What you are asked to do: Go through the data and copy every line in which "canvas" appears.
[Exercise data — start]
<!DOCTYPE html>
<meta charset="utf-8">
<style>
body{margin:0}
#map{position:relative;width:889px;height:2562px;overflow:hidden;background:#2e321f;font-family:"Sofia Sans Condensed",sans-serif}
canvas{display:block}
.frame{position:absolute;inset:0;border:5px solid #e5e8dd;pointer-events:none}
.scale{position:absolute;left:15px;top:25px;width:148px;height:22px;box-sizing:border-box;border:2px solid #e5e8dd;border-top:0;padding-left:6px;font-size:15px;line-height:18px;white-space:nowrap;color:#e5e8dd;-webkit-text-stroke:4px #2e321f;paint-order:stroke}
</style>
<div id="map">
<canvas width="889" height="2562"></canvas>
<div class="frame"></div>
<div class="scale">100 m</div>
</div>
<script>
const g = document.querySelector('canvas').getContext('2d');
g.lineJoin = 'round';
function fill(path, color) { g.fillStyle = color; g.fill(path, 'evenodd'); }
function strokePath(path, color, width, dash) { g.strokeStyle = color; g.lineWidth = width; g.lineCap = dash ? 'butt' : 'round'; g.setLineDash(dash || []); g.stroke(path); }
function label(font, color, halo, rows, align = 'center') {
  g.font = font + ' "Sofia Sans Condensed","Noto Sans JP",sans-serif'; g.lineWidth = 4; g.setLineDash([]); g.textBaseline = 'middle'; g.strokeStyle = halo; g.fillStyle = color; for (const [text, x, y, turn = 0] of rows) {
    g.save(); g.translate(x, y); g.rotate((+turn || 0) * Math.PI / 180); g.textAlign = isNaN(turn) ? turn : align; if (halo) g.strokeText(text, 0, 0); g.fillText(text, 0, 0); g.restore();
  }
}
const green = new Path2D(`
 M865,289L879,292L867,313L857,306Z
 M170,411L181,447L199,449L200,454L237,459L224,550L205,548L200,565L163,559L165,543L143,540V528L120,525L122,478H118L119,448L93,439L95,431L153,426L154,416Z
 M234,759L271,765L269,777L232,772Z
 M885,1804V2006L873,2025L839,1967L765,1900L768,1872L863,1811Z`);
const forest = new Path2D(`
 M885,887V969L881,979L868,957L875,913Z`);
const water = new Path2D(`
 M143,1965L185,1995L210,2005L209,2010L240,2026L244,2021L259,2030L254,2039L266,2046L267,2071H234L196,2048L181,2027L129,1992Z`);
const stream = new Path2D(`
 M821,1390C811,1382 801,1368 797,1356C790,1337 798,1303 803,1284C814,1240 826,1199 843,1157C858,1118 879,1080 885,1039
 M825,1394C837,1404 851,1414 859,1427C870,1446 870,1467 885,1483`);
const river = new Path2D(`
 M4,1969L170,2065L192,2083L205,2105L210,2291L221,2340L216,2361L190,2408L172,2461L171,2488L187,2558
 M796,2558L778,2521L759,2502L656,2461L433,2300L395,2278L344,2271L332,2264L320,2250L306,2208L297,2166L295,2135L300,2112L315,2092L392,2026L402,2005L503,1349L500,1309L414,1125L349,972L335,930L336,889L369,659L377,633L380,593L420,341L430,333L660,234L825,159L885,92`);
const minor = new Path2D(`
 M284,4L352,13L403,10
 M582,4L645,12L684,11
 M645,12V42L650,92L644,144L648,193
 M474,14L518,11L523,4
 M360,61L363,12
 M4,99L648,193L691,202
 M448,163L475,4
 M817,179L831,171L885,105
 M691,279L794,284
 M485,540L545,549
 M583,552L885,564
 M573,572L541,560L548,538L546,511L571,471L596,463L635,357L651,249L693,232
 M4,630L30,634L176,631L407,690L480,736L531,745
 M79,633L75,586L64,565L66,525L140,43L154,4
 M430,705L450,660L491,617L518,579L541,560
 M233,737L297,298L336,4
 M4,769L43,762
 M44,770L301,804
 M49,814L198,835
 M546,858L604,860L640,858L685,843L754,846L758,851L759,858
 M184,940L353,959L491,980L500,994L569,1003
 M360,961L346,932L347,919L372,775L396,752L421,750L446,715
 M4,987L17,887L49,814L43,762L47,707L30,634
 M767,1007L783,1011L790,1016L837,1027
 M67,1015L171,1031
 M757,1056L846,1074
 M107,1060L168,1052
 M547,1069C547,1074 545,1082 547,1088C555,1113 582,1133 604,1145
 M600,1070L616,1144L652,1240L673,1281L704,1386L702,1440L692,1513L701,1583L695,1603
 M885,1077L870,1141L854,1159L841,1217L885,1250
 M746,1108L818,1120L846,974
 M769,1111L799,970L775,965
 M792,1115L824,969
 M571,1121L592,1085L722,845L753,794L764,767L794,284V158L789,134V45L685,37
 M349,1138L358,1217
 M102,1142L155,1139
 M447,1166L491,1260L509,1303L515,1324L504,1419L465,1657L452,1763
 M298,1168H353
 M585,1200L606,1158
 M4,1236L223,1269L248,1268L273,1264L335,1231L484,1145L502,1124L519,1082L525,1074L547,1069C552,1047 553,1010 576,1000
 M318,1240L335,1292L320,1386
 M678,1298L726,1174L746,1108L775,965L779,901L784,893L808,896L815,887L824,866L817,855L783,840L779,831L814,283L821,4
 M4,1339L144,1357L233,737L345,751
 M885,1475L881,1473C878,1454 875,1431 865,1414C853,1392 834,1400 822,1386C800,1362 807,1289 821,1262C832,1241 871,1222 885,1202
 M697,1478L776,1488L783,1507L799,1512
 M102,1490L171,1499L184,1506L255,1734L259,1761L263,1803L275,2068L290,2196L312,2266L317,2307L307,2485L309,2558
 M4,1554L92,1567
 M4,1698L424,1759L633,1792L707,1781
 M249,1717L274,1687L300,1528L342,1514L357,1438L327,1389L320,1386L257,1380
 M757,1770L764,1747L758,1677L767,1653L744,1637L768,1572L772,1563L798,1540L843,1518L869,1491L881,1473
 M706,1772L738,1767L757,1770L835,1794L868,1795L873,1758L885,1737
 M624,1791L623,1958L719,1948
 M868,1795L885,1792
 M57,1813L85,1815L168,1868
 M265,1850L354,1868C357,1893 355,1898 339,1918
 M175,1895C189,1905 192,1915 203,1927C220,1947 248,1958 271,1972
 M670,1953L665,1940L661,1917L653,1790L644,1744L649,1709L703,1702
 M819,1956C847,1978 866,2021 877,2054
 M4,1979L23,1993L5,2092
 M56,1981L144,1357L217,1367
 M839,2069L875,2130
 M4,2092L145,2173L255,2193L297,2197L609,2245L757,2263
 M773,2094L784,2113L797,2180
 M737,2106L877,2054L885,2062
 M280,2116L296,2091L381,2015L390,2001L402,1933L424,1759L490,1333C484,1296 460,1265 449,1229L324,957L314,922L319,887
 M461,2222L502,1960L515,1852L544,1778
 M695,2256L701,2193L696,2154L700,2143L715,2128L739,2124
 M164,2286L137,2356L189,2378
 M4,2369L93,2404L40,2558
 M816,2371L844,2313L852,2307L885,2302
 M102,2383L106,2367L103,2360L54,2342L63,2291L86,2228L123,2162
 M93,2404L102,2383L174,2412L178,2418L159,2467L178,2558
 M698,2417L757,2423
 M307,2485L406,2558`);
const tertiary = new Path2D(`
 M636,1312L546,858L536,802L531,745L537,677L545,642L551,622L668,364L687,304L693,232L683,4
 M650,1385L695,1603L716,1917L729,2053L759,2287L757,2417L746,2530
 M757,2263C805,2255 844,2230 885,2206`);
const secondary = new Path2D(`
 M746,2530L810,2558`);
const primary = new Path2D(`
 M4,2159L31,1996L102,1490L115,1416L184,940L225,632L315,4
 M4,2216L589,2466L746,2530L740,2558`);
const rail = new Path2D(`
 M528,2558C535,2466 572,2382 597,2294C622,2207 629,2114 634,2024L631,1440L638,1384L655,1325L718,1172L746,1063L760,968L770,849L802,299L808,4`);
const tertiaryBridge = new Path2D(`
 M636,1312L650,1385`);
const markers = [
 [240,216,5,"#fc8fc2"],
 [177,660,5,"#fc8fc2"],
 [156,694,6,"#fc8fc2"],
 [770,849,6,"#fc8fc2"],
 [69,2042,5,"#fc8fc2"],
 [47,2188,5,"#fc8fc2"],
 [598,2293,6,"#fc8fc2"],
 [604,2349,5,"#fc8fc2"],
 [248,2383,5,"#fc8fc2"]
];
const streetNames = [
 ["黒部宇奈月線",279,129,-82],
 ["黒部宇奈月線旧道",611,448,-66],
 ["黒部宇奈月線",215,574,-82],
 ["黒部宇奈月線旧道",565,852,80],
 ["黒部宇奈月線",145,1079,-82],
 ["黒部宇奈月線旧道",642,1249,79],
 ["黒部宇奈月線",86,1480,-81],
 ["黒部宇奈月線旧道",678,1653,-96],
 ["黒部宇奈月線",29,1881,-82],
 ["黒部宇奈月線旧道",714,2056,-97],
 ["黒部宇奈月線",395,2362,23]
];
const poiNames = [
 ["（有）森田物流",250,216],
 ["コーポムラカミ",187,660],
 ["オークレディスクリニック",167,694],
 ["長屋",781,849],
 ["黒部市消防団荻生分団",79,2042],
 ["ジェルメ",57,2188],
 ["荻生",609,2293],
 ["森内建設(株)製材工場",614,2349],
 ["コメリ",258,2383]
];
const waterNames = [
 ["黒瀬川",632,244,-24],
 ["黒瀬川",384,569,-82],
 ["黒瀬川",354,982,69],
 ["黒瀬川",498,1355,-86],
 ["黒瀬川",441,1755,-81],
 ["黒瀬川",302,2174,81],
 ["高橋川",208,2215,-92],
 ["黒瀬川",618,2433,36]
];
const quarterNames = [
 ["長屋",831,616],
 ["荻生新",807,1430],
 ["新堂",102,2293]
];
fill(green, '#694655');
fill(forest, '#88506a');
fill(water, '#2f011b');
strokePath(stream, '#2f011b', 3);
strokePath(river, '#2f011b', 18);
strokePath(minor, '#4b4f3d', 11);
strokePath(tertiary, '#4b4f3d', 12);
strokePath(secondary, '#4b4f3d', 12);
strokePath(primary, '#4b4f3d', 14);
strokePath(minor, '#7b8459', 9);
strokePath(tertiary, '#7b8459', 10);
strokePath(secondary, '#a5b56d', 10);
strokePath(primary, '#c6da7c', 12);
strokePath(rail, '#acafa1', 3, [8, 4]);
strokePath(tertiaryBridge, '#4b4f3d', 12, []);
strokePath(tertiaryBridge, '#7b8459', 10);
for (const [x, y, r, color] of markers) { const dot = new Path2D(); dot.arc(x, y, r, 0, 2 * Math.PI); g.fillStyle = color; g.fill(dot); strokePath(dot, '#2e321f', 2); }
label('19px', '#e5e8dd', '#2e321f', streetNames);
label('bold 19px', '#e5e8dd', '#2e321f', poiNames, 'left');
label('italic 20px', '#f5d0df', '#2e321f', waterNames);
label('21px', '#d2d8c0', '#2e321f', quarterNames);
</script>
[Exercise data — finish]
Task result:
canvas{display:block}
<canvas width="889" height="2562"></canvas>
const g = document.querySelector('canvas').getContext('2d');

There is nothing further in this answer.